И будешь ты пребывать в растерянности, умом не в состоянии ухватить суть этой последней своей мысли, интуитивно, может быть, понимая, что быть такого не может. Не должен человек жизнь свою строить, не считаясь с другими и унижая их. И отметешь, отбросишь лезущие в голову живые примеры из сегодняшней жизни: а как же этот? А тот, как же? Ведь живут. И не плохо, видно, живут, потому что меняться, судя по всему, не собираются. Может, и нужно так? Может, время такое нынче? И только ты один, вшивый идеалист, все еще куда-то тянешься со своими теориями и рассуждениями, которые да-а-вно никому не нужны, и место им на городской свалке, как старому отжившему свой век хламу.

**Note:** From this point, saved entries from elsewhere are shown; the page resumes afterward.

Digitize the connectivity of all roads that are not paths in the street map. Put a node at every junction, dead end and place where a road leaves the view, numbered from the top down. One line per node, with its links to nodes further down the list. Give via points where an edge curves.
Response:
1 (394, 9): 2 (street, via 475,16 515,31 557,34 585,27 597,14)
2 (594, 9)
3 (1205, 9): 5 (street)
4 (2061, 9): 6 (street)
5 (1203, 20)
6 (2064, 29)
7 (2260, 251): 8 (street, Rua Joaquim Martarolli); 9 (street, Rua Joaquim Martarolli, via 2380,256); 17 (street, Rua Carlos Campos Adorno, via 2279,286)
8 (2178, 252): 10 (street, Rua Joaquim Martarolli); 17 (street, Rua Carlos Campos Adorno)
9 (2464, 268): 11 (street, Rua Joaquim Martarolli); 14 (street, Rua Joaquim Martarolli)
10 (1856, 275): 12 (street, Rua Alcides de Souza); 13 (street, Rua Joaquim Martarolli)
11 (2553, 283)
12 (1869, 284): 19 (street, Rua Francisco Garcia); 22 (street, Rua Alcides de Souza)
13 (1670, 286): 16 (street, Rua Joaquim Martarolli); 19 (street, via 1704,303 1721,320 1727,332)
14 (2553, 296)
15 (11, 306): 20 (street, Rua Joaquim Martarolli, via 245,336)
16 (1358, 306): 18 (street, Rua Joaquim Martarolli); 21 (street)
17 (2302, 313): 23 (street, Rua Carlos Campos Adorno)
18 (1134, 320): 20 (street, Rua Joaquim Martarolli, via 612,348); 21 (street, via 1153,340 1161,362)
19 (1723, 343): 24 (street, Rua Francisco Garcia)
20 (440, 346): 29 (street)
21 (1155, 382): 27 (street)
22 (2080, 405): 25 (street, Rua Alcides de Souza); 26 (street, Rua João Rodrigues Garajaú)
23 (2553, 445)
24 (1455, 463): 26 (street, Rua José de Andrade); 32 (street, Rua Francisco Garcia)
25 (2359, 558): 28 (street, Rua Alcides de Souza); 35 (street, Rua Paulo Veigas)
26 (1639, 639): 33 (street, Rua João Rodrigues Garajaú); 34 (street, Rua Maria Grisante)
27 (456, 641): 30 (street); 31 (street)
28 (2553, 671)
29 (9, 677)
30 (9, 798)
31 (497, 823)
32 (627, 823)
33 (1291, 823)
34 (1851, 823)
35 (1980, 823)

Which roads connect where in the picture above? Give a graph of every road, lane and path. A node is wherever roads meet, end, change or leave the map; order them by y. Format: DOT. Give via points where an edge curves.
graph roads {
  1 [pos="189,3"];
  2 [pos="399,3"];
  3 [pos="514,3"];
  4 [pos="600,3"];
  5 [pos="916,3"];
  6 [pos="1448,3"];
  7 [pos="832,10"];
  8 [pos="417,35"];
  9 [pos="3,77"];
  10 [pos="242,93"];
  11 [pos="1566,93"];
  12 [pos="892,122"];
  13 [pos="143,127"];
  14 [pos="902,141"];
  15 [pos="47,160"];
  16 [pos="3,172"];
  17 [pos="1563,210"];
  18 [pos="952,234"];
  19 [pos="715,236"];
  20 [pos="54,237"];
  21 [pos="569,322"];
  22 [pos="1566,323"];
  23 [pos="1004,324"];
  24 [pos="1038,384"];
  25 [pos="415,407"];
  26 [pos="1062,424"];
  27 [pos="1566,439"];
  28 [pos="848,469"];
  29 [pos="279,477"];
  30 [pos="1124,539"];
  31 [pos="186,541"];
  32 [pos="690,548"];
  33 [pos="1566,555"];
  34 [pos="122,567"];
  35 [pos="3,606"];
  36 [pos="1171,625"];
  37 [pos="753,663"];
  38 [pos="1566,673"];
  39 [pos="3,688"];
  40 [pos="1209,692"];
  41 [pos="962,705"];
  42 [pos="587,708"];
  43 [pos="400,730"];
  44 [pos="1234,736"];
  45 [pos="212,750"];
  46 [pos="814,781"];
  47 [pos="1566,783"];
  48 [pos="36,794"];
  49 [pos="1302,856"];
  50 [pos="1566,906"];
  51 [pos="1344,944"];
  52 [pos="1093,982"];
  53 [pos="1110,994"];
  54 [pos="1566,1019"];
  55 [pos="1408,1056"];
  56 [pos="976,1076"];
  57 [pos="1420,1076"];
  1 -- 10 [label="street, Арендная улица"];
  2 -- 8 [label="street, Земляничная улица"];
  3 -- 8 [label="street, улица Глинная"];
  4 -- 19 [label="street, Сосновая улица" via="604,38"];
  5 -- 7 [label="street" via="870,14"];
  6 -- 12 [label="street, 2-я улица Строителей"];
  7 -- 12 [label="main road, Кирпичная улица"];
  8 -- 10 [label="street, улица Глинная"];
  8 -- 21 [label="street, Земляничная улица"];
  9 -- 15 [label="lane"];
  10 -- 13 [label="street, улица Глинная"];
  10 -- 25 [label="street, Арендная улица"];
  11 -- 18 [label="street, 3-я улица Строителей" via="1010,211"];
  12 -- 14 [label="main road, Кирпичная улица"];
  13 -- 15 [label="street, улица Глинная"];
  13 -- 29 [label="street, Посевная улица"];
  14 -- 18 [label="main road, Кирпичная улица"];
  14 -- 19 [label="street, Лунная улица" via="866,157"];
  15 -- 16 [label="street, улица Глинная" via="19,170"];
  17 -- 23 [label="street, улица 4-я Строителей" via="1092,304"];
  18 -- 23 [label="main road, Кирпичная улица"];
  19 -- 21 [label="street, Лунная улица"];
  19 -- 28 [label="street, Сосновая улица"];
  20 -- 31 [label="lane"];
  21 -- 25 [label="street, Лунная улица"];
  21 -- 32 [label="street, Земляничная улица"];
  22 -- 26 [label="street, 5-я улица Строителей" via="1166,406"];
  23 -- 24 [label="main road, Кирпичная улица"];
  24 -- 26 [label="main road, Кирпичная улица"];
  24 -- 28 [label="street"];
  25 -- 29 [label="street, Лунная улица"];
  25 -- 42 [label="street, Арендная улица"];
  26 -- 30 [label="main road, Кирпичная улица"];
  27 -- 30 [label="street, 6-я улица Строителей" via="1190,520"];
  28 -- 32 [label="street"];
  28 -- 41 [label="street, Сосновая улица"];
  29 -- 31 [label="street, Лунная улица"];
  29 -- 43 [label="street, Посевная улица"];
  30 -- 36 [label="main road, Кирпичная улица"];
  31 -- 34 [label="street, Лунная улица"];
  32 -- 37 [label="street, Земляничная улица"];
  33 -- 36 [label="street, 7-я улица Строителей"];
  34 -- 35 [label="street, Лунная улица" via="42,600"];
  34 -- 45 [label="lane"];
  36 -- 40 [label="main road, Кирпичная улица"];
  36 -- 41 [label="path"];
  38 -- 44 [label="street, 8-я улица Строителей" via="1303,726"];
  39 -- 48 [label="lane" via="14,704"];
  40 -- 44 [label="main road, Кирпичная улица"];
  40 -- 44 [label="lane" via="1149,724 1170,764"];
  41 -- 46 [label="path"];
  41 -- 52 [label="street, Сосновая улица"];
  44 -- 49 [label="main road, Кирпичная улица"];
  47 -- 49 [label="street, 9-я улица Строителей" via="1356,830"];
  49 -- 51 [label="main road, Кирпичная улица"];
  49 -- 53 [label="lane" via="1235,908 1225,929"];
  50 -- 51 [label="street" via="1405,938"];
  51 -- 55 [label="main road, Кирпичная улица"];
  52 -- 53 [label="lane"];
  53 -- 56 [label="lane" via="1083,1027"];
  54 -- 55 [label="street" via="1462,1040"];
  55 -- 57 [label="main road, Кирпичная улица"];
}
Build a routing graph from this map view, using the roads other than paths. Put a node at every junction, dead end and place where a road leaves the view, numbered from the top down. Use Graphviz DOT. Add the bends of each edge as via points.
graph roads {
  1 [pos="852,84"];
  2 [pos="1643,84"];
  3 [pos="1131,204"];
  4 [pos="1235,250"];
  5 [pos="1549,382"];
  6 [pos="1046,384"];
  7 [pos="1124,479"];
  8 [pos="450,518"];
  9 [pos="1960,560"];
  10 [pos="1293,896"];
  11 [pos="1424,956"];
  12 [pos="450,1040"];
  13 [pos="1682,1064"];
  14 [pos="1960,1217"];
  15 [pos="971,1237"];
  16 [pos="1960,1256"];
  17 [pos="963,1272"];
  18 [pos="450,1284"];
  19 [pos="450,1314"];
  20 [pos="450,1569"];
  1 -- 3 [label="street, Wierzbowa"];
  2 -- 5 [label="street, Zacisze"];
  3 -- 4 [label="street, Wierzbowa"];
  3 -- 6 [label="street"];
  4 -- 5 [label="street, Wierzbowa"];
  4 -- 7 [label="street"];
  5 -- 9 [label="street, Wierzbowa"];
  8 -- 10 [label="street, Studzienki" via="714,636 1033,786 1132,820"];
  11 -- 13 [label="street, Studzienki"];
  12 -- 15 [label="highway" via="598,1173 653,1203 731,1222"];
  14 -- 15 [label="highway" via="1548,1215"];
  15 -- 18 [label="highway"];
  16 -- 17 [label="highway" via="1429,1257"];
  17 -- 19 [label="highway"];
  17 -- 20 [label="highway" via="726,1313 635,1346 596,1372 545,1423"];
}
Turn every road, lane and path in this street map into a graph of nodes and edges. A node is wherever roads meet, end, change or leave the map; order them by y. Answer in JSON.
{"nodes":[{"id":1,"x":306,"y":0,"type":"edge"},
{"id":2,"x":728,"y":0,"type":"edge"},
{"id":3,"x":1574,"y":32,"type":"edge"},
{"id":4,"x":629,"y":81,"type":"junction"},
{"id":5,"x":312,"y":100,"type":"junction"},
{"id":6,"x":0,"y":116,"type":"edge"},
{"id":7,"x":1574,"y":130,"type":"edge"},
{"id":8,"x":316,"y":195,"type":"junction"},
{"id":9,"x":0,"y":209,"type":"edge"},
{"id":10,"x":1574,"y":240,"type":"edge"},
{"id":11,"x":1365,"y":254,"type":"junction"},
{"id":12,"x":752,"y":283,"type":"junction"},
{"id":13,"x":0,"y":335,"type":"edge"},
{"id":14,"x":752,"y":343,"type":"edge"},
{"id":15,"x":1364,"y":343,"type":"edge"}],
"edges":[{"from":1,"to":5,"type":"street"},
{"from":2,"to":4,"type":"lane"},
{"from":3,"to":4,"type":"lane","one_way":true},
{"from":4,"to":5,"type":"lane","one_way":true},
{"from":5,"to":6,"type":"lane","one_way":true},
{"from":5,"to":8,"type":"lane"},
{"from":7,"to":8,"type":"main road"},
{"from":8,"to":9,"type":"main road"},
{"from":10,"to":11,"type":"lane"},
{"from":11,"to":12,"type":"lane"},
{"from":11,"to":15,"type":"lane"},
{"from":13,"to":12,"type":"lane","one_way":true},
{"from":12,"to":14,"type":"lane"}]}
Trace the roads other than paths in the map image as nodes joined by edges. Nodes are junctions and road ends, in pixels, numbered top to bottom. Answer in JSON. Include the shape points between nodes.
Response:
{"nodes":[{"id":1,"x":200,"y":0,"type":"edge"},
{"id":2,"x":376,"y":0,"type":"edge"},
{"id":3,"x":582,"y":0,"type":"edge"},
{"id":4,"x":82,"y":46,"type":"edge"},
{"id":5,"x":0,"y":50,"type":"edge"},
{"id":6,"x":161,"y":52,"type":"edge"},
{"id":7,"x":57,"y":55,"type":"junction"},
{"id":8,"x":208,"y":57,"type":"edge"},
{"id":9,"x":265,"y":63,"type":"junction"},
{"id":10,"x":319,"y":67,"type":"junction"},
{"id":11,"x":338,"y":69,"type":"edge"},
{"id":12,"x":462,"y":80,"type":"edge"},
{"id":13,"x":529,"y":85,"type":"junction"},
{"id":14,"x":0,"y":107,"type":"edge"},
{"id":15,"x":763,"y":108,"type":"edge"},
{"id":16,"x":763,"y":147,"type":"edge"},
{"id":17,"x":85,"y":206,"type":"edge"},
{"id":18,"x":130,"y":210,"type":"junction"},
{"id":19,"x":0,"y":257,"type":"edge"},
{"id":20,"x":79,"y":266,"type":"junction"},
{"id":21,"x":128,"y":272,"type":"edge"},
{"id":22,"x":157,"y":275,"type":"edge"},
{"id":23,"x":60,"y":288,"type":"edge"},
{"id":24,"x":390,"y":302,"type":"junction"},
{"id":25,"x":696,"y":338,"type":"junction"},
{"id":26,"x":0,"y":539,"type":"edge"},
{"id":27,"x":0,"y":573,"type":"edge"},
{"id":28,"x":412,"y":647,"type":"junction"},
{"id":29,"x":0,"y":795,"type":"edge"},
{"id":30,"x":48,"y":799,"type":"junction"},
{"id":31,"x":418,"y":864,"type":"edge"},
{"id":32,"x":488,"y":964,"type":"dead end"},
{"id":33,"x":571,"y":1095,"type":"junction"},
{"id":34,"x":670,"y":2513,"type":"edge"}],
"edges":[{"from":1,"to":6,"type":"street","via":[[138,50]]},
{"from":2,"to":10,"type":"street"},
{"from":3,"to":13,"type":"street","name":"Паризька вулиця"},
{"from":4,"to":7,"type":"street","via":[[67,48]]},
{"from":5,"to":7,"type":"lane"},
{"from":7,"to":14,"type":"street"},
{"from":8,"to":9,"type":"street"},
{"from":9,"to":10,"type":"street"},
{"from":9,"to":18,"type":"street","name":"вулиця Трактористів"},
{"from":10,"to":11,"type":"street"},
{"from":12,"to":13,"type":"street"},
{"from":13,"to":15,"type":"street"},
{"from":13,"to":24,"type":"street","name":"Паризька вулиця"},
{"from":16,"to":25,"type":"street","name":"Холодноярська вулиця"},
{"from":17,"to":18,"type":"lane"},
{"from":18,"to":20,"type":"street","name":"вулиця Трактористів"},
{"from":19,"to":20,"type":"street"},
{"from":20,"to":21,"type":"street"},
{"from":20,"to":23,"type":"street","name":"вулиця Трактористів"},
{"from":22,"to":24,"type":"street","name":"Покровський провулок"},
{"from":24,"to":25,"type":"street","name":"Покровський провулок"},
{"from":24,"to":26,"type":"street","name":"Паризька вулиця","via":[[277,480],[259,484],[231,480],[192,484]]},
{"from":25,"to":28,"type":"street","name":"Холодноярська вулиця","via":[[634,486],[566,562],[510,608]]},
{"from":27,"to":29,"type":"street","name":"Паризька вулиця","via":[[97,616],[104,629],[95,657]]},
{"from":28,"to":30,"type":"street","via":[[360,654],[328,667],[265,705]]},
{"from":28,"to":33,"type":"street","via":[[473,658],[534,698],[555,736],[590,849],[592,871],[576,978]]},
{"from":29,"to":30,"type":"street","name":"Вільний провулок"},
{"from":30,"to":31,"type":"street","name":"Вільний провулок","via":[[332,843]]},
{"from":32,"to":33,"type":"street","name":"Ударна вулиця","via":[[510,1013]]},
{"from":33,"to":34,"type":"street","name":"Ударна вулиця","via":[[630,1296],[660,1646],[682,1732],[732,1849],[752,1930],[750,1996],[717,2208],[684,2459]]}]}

Но пройдет эта минутная волна слабости, и вновь мысли твои обретут стройность. И скажешь ты себе все правильно. Для того и существует в мире зло, чтобы на него было кому ответить добром, на ложь — правдой, на лицемерие — честностью, а на предательство — верностью. И сколько будет существовать на земле человек, столько и они будут существовать рядом с человеком бок о бок. А уж выбирать, к какому лагерю тебе самому прибиться,— твое личное дело.
Все верно, скажешь ты себе. Все правильно. Так, как жил, и надо жить дальше. И покойно после этого будет твоей совести и душе твоей, от того, что, может быть, самый серьезный отрезок жизни своей прожил достойно. И не в чем винить себя, и не за что каяться.
Тогда светло будет тебе до следующего такого дня, когда вновь настанет срок, самому себе дать ответ.